• [ACTIVITY]:
Starting from the line that holds "middle dip: (796, 215)", output exactly each line through the end of the listing. Do not copy pictures.

· · ·

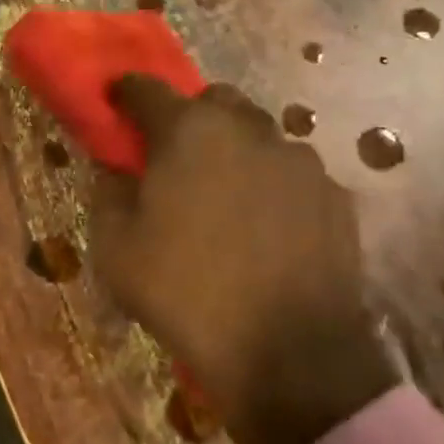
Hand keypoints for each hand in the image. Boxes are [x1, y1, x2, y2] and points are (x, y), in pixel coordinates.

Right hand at [88, 76, 396, 443]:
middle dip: (189, 117)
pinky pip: (293, 175)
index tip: (115, 100)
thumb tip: (115, 169)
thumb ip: (108, 193)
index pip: (147, 89)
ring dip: (235, 152)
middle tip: (174, 158)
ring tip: (225, 199)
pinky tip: (266, 229)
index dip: (125, 92)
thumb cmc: (186, 294)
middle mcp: (250, 131)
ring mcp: (301, 161)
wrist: (288, 354)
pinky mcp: (336, 196)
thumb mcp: (115, 250)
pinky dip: (272, 186)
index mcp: (190, 133)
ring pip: (259, 136)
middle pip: (213, 101)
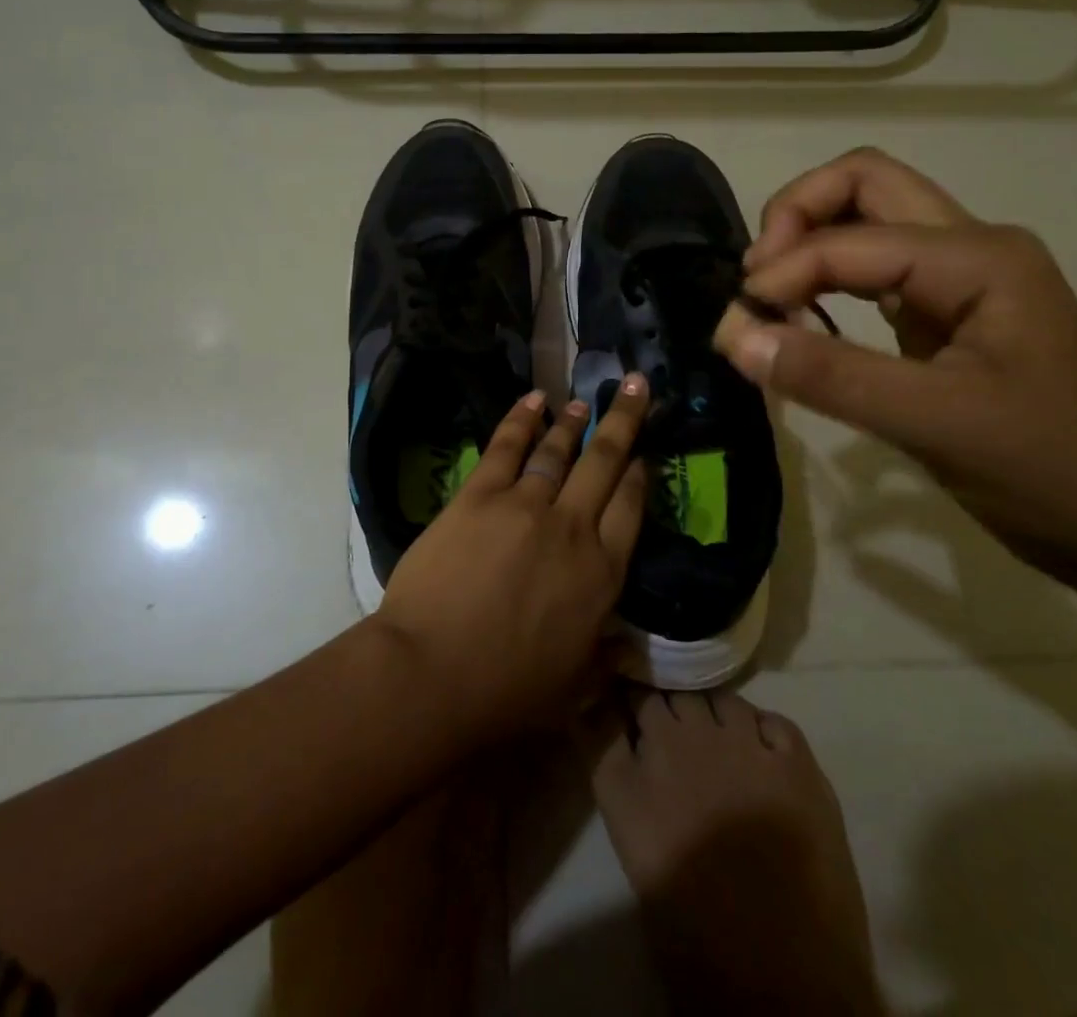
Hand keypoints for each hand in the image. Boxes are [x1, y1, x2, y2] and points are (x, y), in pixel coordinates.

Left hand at [373, 376, 652, 743]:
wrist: (433, 672)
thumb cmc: (506, 691)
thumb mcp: (572, 686)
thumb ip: (602, 658)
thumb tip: (625, 649)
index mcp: (601, 574)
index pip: (630, 509)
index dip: (638, 478)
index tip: (643, 456)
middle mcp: (572, 527)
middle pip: (605, 463)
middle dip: (623, 420)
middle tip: (634, 386)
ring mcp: (524, 505)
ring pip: (557, 452)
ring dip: (573, 422)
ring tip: (583, 402)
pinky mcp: (479, 496)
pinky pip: (506, 447)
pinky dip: (521, 420)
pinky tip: (533, 400)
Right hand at [714, 149, 1076, 574]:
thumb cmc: (1049, 472)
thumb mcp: (934, 423)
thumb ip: (829, 375)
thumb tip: (733, 336)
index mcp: (979, 257)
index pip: (850, 239)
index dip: (782, 273)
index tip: (737, 326)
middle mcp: (971, 246)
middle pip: (864, 184)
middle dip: (796, 215)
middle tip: (755, 278)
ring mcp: (961, 278)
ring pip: (868, 219)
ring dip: (809, 242)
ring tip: (768, 296)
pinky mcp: (947, 313)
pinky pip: (874, 269)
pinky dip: (826, 279)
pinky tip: (803, 317)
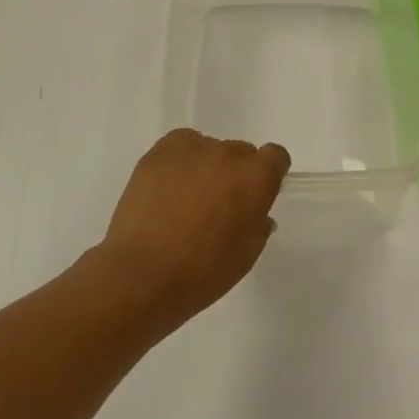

· · ·

• [ANSWER TO THIS EXERCISE]:
middle dip: (796, 215)
middle tip: (755, 278)
ring mcp: (961, 278)
ring pip: (868, 219)
ring dip: (809, 242)
ring tip: (768, 296)
pinky mcp: (947, 313)
pinky pip: (874, 269)
pinky dip: (826, 279)
pinky tip: (803, 317)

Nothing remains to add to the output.